EXERCISE DATA ▸
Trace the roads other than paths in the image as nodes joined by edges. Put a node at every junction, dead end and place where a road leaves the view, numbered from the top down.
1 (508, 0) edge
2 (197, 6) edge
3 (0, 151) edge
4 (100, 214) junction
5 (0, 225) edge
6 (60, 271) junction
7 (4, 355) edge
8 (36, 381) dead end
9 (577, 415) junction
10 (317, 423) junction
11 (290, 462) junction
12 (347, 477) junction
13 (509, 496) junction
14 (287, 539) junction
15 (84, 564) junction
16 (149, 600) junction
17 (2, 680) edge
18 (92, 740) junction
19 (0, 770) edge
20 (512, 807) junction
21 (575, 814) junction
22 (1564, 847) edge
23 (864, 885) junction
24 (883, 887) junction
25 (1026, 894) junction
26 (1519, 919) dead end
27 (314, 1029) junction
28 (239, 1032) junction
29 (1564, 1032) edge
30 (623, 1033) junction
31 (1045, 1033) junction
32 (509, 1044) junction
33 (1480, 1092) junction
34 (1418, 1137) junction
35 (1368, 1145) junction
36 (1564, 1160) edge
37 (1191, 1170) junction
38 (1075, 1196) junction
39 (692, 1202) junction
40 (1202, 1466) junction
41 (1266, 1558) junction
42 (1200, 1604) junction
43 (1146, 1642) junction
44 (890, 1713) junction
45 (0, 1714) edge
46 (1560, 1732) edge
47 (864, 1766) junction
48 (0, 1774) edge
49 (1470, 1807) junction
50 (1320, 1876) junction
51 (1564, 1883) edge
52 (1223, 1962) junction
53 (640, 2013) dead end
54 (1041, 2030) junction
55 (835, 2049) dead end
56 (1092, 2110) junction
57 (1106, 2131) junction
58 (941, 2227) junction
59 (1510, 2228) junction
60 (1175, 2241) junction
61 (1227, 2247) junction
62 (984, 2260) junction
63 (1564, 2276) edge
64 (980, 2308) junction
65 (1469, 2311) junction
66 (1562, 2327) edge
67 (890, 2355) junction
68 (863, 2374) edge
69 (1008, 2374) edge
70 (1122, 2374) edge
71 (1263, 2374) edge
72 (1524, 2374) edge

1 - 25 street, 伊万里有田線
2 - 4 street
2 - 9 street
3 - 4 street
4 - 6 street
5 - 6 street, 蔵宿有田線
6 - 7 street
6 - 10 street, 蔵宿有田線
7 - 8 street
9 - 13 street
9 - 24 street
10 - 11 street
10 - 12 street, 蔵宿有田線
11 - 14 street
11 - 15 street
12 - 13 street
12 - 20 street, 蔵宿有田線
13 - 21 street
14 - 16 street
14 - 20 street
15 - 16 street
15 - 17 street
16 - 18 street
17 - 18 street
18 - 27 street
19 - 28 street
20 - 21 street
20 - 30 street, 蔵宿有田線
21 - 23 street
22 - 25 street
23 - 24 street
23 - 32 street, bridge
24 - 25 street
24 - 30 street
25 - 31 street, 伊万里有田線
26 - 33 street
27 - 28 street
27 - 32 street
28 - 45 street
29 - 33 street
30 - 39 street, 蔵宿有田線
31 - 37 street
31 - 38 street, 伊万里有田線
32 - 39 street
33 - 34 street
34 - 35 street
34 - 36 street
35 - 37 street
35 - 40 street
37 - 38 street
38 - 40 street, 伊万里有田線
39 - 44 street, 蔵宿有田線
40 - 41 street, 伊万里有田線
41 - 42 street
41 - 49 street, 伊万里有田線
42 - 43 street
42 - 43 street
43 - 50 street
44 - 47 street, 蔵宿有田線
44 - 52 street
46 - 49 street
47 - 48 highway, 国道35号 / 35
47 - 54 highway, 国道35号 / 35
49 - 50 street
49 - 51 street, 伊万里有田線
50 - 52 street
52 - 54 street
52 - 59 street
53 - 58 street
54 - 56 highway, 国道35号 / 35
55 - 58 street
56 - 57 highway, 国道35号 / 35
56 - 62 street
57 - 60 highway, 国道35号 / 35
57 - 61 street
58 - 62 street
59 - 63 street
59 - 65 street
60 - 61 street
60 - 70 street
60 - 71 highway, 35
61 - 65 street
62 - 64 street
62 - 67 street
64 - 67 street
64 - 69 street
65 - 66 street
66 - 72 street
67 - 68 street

TASK STATEMENT ▸
Where does the word "highway" occur in the data? Copy every line that has it.

RESULT FOR THIS TASK ▸
47 - 48 highway, 国道35号 / 35
47 - 54 highway, 国道35号 / 35
54 - 56 highway, 国道35号 / 35
56 - 57 highway, 国道35号 / 35
57 - 60 highway, 国道35号 / 35
60 - 71 highway, 35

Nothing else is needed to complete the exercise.